Work required → Give every entry again, word for word.

[Data entries]
□ □ □ □

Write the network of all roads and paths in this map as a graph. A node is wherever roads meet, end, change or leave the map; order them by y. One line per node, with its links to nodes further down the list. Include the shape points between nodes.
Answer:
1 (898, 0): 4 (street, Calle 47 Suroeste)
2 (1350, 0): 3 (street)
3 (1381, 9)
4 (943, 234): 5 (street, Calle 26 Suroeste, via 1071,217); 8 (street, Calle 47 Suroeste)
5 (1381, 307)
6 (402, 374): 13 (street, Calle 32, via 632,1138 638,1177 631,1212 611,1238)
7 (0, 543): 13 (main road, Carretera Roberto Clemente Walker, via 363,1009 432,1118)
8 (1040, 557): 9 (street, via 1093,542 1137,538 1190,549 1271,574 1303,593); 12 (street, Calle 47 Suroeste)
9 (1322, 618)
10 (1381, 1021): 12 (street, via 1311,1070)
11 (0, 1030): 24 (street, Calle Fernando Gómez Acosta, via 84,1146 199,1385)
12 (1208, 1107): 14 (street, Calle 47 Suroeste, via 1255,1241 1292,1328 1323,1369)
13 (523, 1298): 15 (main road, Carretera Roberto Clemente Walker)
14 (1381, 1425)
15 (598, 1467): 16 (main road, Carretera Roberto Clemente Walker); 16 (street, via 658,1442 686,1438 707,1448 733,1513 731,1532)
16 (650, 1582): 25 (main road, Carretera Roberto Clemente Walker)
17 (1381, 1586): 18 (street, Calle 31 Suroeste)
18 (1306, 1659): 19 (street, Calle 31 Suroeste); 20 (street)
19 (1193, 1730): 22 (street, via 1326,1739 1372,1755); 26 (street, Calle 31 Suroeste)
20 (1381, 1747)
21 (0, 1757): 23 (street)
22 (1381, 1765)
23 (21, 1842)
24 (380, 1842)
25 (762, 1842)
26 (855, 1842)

□ □ □ □

Your response →
Write the network of all roads and paths in this map as a graph. A node is wherever roads meet, end, change or leave the map; order them by y. One line per node, with its links to nodes further down the list. Include the shape points between nodes.
Answer:
1 (898, 0): 4 (street, Calle 47 Suroeste)
2 (1350, 0): 3 (street)
3 (1381, 9)
4 (943, 234): 5 (street, Calle 26 Suroeste, via 1071,217); 8 (street, Calle 47 Suroeste)
5 (1381, 307)
6 (402, 374): 13 (street, Calle 32, via 632,1138 638,1177 631,1212 611,1238)
7 (0, 543): 13 (main road, Carretera Roberto Clemente Walker, via 363,1009 432,1118)
8 (1040, 557): 9 (street, via 1093,542 1137,538 1190,549 1271,574 1303,593); 12 (street, Calle 47 Suroeste)
9 (1322, 618)
10 (1381, 1021): 12 (street, via 1311,1070)
11 (0, 1030): 24 (street, Calle Fernando Gómez Acosta, via 84,1146 199,1385)
12 (1208, 1107): 14 (street, Calle 47 Suroeste, via 1255,1241 1292,1328 1323,1369)
13 (523, 1298): 15 (main road, Carretera Roberto Clemente Walker)
14 (1381, 1425)
15 (598, 1467): 16 (main road, Carretera Roberto Clemente Walker); 16 (street, via 658,1442 686,1438 707,1448 733,1513 731,1532)
16 (650, 1582): 25 (main road, Carretera Roberto Clemente Walker)
17 (1381, 1586): 18 (street, Calle 31 Suroeste)
18 (1306, 1659): 19 (street, Calle 31 Suroeste); 20 (street)
19 (1193, 1730): 22 (street, via 1326,1739 1372,1755); 26 (street, Calle 31 Suroeste)
20 (1381, 1747)
21 (0, 1757): 23 (street)
22 (1381, 1765)
23 (21, 1842)
24 (380, 1842)
25 (762, 1842)
26 (855, 1842)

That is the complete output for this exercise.